Les larmes ruisselaient sur le visage du garçon, qui se prosterna encore et encore. « Merci, fée immortelle ! Merci, fée immortelle ! »
Su Yiyun ne dit rien ; elle le releva doucement d'un geste de puissance spirituelle. Son regard était déjà froidement fixé sur les deux vauriens mutilés, comme si elle allait les réduire en bouillie l'instant d'après.
C'est à ce moment que Xiao Fan s'avança. Balayant les livres de son sens divin, il découvrit un mince éclat de feuille d'or dissimulé dans un épais volume.

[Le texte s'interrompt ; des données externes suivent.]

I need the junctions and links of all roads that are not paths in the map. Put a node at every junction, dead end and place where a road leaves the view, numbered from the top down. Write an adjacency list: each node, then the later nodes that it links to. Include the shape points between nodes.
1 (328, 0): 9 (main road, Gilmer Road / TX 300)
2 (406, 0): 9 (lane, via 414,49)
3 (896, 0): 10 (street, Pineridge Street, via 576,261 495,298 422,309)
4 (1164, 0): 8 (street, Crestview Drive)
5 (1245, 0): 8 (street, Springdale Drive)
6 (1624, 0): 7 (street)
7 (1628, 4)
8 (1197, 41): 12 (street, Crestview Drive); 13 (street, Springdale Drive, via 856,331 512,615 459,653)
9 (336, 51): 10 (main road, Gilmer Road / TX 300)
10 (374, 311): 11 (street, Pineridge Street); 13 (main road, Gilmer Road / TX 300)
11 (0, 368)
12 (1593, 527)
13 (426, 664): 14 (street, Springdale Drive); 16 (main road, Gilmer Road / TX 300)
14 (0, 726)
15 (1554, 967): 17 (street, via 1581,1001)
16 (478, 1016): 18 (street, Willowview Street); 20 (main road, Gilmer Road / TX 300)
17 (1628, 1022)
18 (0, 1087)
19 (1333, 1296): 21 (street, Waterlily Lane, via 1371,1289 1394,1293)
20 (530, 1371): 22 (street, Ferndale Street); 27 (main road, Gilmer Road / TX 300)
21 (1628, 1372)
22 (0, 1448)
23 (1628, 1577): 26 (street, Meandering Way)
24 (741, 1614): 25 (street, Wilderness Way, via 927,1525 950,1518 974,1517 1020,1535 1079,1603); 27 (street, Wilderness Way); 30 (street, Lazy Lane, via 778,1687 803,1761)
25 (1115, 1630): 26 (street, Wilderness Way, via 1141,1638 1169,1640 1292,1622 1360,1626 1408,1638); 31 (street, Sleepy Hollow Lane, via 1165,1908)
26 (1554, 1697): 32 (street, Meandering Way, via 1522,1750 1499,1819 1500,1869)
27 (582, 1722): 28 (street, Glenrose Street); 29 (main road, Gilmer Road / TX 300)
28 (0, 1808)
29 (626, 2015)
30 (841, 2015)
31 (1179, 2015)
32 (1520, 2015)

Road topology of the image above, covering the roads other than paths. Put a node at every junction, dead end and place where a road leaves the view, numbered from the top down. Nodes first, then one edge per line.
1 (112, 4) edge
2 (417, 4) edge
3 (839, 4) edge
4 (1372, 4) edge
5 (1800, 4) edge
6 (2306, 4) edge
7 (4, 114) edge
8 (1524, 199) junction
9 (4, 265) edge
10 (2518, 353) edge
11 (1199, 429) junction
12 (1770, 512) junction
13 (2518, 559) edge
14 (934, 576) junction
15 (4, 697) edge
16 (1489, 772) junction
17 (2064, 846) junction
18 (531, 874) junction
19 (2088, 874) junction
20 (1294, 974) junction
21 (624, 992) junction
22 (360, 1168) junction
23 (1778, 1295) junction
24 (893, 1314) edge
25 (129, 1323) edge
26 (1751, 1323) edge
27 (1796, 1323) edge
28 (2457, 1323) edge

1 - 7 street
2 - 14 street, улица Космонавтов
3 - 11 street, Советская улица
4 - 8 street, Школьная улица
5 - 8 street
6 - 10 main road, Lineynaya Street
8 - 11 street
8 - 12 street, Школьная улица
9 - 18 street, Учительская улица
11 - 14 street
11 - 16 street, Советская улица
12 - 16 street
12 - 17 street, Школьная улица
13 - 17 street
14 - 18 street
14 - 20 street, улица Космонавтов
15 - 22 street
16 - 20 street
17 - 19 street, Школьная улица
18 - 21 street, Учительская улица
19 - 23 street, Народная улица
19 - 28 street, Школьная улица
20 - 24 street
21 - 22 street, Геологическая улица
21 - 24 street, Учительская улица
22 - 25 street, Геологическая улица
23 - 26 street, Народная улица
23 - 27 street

D'une chiquenaude, l'ouvrage vola jusque dans sa main.
Il plongea sa conscience dans le feuillet d'or — et ce fut comme si elle se dissolvait dans un océan d'écriture profonde, chaque trait aussi net que gravé au ciseau.
'Ceci… serait-ce l'Intuition du Véritable Dao de l'Épée, inscrite sur une simple feuille d'or par pure intention de l'épée ?'
Le feuillet luisait d'un violet sombre, d'une matière inhabituelle, à peine grand comme une paume, et pourtant l'océan de texte qu'il contenait recelait des profondeurs sans limites, chaque mouvement et chaque posture débordant de principes d'épée insondables.
« Petit », dit Xiao Fan, « donne-moi ce livre, et je m'occupe de ces deux-là pour toi. »
Le garçon secoua la tête.
Perplexe, Xiao Fan se demanda si l'enfant n'avait pas percé quelque chose à jour.
« Tu peux prendre le livre, grand frère », dit le garçon d'une voix douce et froide. « Mais en échange, je veux une épée. Et je veux les tuer moi-même. »
Les yeux de Xiao Fan se plissèrent. 'Intéressant.'
« Très bien. »
Il tapota légèrement l'air, envoyant un filet de qi blanc qui frappa le front des deux hommes et les figea sur place. D'un tour de poignet, une dague courte de trois pouces apparut.
« Tiens. Prends. »
« Merci. Tu es un brave type », dit le garçon avec une gratitude sincère.
Xiao Fan : « … »
'Une carte de brave type ?'
À ses côtés, Su Yiyun le tira par la manche et murmura, mal à l'aise : « À un âge pareil, apprendre déjà à tuer… ce n'est pas… mal ? »
« C'est toi qui dis ça », rétorqua Xiao Fan. « Tu te bats comme une tigresse. »
« Je suis douce ! » riposta Su Yiyun. « C'est toi, la tigresse — toute ta famille est une tigresse ! »
Les deux brutes immobilisées regardaient, horrifiées, sans pouvoir parler. Les petites mains du garçon se resserrèrent sur la dague.
Sans un mot, il commença à leur tailler la chair, une entaille après l'autre, pour évacuer la fureur qu'il avait au cœur. Si personne n'était intervenu, son grand-père serait mort. Ces deux-là méritaient la mort des mille coupures.
L'acier blanc entrait, le sang rouge coulait. Lame après lame, en silence et sans relâche.
Xiao Fan ne trouvait la scène que plus divertissante à mesure qu'il la regardait. 'Quel louveteau impitoyable. Pas un coup fatal, mais des gestes délibérés, morceau par morceau. Un vrai petit loup.'
Le sang trempait les mains du garçon, et pourtant son souffle se stabilisait, son regard se refroidissait, comme s'il savourait son acte.
Et à cet instant, au-dessus de la tête du garçon, une Écriture du Destin violette se manifesta dans les airs.